The Parties agree that all branding and marketing efforts shall be undertaken on a cooperative basis, with each Party being deemed to have co-branding rights thereto.
2.2 Intellectual Property Rights. Once the Products are named and the branding strategy formalized, TPLLC shall, at its sole cost and expense, file with the applicable trademark authorities within the Geographic Region applications to register the Products related service and/or trademarks. TPLLC and DUESAIL shall be deemed co-applicants of the marks submitted for registration. Upon termination of this Agreement, TPLLC and DUESAIL shall confirm the ownership of all registered marks and related intellectual property based upon good faith negotiations; however, if the Parties can not come to an agreement as to which shall be deemed the sole owner of the branding and the related intellectual property rights then, neither of the Parties shall have a continuing right to use said marks or branding rights.
ARTICLE III – JOINT SELLING EFFORTS
In an effort to promote the overall branding and distribution of the Products DUESAIL and TPLLC agree to develop a partnership whereby TPLLC shall have the right to purchase Products under the following terms.
3.1 Product Availability. During the term of this Agreement and unless otherwise agreed to by the Parties in writing, DUESAIL hereby agrees to sell to TPLLC for use in the Geographic Region, as then in effect, a minimum of 4,000 metric tons of Products for July 2011, a minimum of 6,000 metric tons of Products for August and September 2011, respectively, and a minimum of 8,000 metric tons of Products per month commencing October 1, 2011 (the “ Sales Commitment ”).
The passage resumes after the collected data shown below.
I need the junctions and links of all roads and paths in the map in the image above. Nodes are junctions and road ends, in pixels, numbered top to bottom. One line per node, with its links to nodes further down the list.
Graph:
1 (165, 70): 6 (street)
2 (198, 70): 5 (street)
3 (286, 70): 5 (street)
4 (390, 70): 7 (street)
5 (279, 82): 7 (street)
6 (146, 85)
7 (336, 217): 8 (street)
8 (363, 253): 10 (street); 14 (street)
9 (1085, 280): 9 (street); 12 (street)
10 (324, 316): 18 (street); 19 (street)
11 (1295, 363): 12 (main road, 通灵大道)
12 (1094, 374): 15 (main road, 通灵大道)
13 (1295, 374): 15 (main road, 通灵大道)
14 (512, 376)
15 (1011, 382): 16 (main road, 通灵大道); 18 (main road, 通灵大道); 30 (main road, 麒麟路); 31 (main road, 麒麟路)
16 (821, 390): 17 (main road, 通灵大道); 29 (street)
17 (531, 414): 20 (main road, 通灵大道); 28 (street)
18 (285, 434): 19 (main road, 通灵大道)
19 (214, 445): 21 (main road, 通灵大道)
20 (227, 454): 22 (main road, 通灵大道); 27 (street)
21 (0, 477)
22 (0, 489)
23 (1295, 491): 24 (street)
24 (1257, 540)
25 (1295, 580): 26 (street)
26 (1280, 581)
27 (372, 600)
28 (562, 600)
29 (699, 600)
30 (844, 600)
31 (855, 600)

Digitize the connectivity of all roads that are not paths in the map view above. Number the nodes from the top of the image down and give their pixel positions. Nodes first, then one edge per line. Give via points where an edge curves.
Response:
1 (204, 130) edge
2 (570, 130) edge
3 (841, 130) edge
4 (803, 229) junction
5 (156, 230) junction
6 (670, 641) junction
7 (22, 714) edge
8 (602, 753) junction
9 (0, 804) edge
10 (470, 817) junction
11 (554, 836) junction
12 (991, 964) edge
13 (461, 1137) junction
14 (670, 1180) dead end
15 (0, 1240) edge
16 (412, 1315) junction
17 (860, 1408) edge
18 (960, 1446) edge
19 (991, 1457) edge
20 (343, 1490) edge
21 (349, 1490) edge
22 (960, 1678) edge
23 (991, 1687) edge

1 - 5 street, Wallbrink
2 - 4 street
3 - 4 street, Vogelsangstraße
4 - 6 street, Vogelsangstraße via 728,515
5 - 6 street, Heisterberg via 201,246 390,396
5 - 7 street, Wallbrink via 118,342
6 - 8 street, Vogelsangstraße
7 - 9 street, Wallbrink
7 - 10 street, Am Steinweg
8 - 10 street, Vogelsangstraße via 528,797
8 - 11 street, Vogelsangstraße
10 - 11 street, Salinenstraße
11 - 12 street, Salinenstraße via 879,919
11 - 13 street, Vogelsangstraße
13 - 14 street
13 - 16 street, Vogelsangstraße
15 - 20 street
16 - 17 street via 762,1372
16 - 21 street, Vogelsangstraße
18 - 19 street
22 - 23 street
Before submitting a purchase order, TPLLC shall inform DUESAIL as to which kind of Product it desires to order. If DUESAIL cannot meet the requirements requested by TPLLC, the Parties shall then negotiate a mutually agreeable Product order and DUESAIL shall then configure the Products in accordance with the results of the afore-referenced negotiation. All purchases of Products shall be governed by the terms and conditions set forth in the purchase order with all purchased Products to meet the Product specifications (“TPLLC’s Specifications”) set forth in Exhibit B hereto.
3.2 Purchase Orders. TPLLC shall deliver to DUESAIL a purchase order for all Products it may acquire for a given month at least 40 days before products delivered, said purchase order to set forth the specific number of metric tons of each Product to be acquired. DUESAIL’s acknowledgment of each purchase order shall include detailed acceptance information thereof, unless otherwise noted in such acknowledgement. DUESAIL shall exercise a good faith effort to Prioritize TPLLC’s purchase orders.
3.3 Delivery. DUESAIL shall inform TPLLC timely about the delivery of the ordered Products, and TPLLC shall audit its order in accordance with Section 4.3. No Product shall be delivered before confirmation from TPLLC.
3.4 Excess Capacity. To the extent DUESAIL is able to manufacture Product in excess of the Sales Commitment (“Additional Product Capacity”) during a given month, DUESAIL shall notify TPLLC of such excess and TPLLC shall have ten (10) days to advise DUESAIL of its desire to purchase said Additional Product Capacity.
ARTICLE IV – PRICES; PAYMENT; INSPECTION
4.1 Selling Price/Price Adjustments. DUESAIL shall sell each Product to TPLLC at the then current Base Selling Price, as set forth in Exhibit A hereto. The Base Selling Price for each Product shall be evaluated every six (6) months from the Effective Date so as to take into consideration current market conditions for the Products and to make any necessary changes to ensure that the price reflects market conditions effected by global events, with all mutually agreed upon modifications being set forth in an amendment to Exhibit A.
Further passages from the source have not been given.